*** INFORMATION SUPPLIED ***

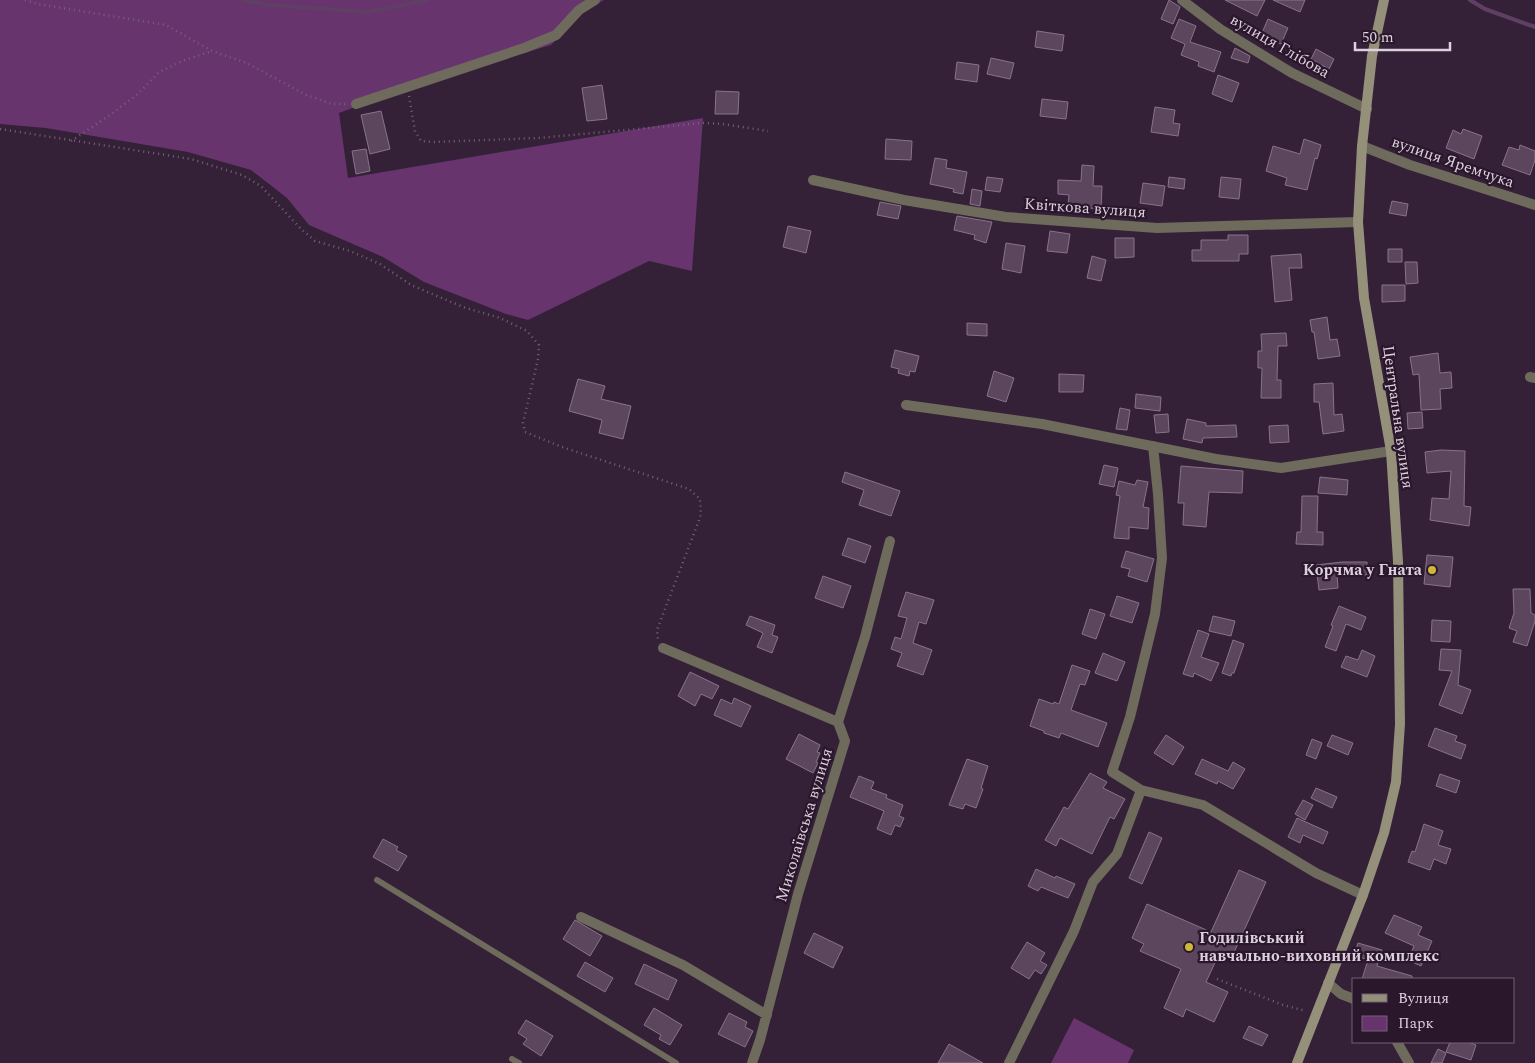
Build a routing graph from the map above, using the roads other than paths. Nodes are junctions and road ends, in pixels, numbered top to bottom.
1 (595, 0) edge
2 (1182, 0) edge
3 (1384, 0) edge
4 (356, 104) road end
5 (1367, 109) junction
6 (1362, 146) junction
7 (813, 180) dead end
8 (1535, 205) edge
9 (1358, 222) junction
10 (906, 405) dead end
11 (1153, 446) junction
12 (1391, 451) junction
13 (890, 541) dead end
14 (663, 648) road end
15 (838, 722) junction
16 (1141, 790) junction
17 (378, 880) dead end
18 (1363, 895) junction
19 (581, 917) dead end
20 (1328, 983) junction
21 (1352, 998) edge
22 (767, 1015) junction
23 (1398, 1043) edge
24 (512, 1059) dead end
25 (519, 1063) edge
26 (676, 1063) edge
27 (752, 1063) edge
28 (1009, 1063) edge
29 (1298, 1063) edge
30 (1409, 1063) edge

1 - 4 street
2 - 5 street, вулиця Глібова
3 - 5 main road, Центральна вулиця
5 - 6 main road, Центральна вулиця
6 - 8 street, вулиця Яремчука
6 - 9 main road, Центральна вулиця
7 - 9 street, Квіткова вулиця
9 - 12 main road, Центральна вулиця
10 - 11 street
11 - 12 street
11 - 16 street
12 - 18 main road, Центральна вулиця
13 - 15 street
14 - 15 street
15 - 22 street, Миколаївська вулиця
16 - 18 street
16 - 28 street
17 - 26 lane
18 - 20 main road, Центральна вулиця
19 - 22 street
20 - 21 street
20 - 29 main road, Центральна вулиця
22 - 27 street, Миколаївська вулиця
23 - 30 street
24 - 25 lane

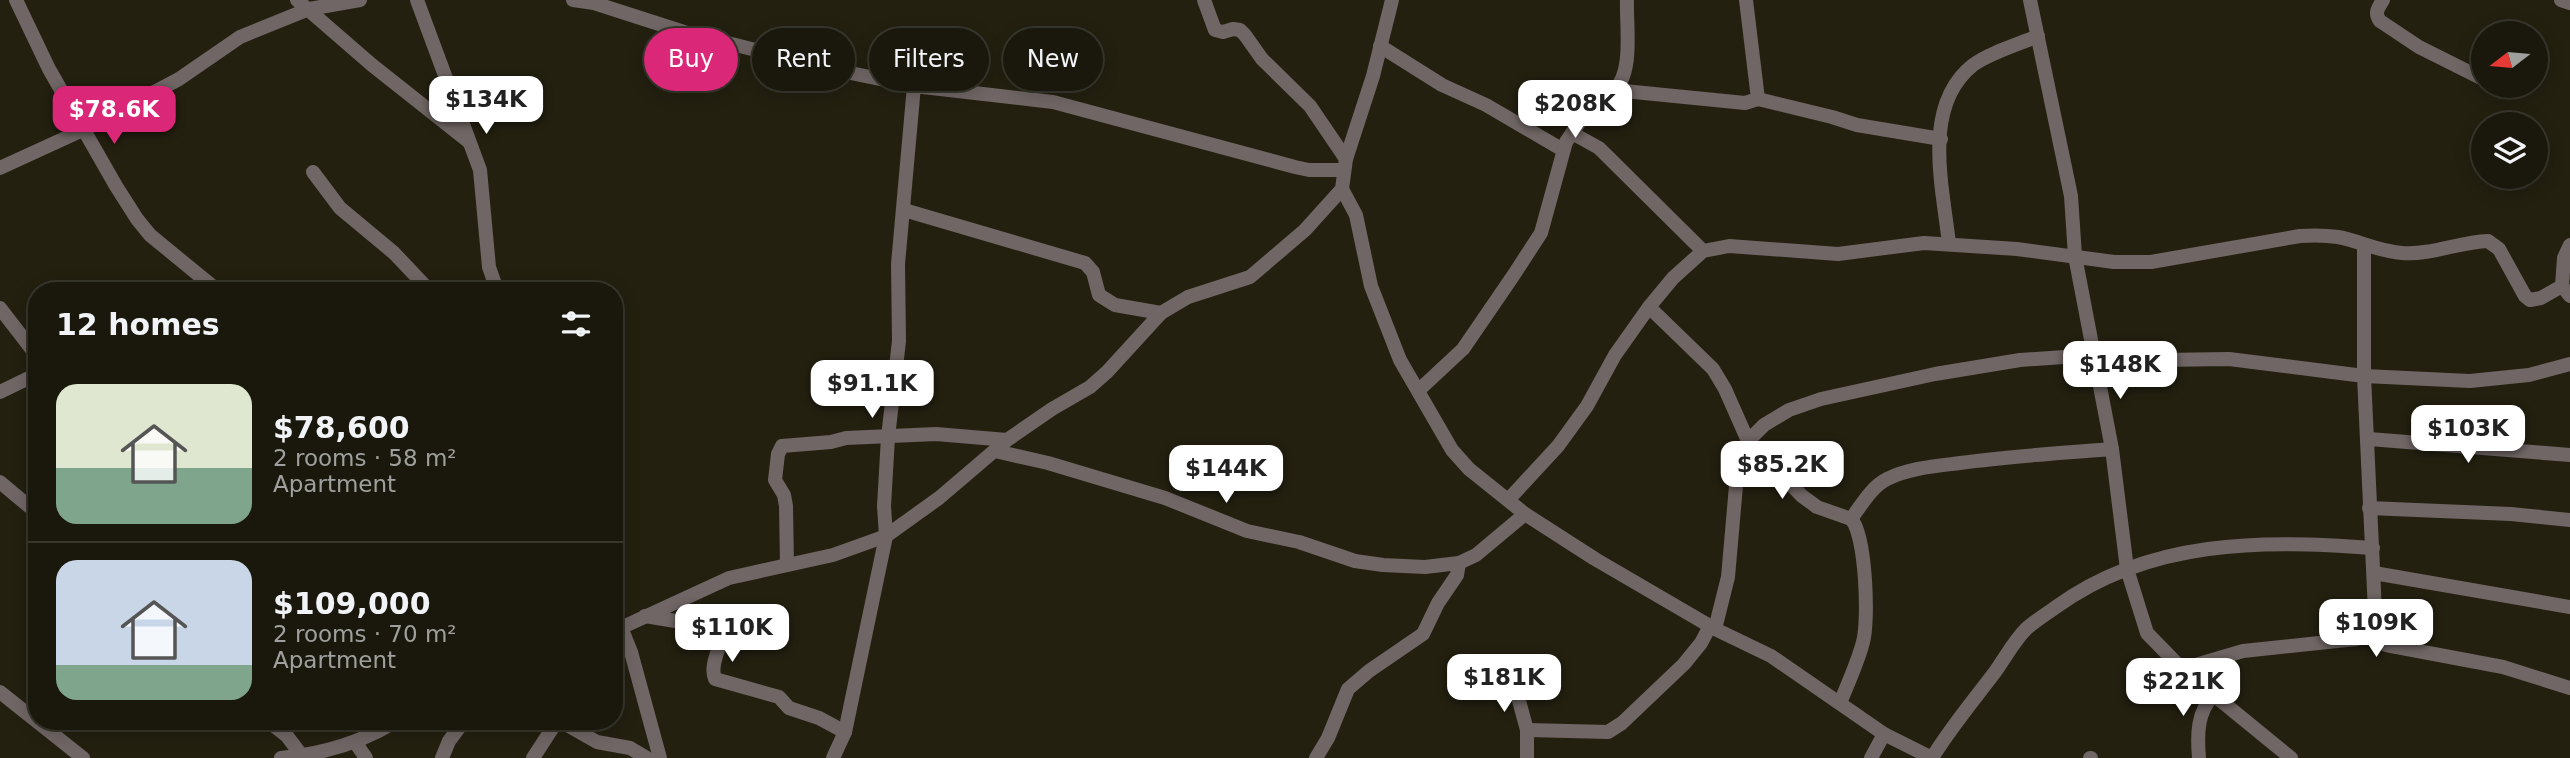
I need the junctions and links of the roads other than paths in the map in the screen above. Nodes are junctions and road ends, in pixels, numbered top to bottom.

***

WORK ORDER:
Set down each entry again exactly as written. Pictures stay out.

EXPECTED ANSWER:
Build a routing graph from the map above, using the roads other than paths. Nodes are junctions and road ends, in pixels, numbered top to bottom.
1 (595, 0) edge
2 (1182, 0) edge
3 (1384, 0) edge
4 (356, 104) road end
5 (1367, 109) junction
6 (1362, 146) junction
7 (813, 180) dead end
8 (1535, 205) edge
9 (1358, 222) junction
10 (906, 405) dead end
11 (1153, 446) junction
12 (1391, 451) junction
13 (890, 541) dead end
14 (663, 648) road end
15 (838, 722) junction
16 (1141, 790) junction
17 (378, 880) dead end
18 (1363, 895) junction
19 (581, 917) dead end
20 (1328, 983) junction
21 (1352, 998) edge
22 (767, 1015) junction
23 (1398, 1043) edge
24 (512, 1059) dead end
25 (519, 1063) edge
26 (676, 1063) edge
27 (752, 1063) edge
28 (1009, 1063) edge
29 (1298, 1063) edge
30 (1409, 1063) edge

1 - 4 street
2 - 5 street, вулиця Глібова
3 - 5 main road, Центральна вулиця
5 - 6 main road, Центральна вулиця
6 - 8 street, вулиця Яремчука
6 - 9 main road, Центральна вулиця
7 - 9 street, Квіткова вулиця
9 - 12 main road, Центральна вулиця
10 - 11 street
11 - 12 street
11 - 16 street
12 - 18 main road, Центральна вулиця
13 - 15 street
14 - 15 street
15 - 22 street, Миколаївська вулиця
16 - 18 street
16 - 28 street
17 - 26 lane
18 - 20 main road, Центральна вулиця
19 - 22 street
20 - 21 street
20 - 29 main road, Центральна вулиця
22 - 27 street, Миколаївська вулиця
23 - 30 street
24 - 25 lane

I need the junctions and links of the roads other than paths in the map in the screen above. Nodes are junctions and road ends, in pixels, numbered top to bottom.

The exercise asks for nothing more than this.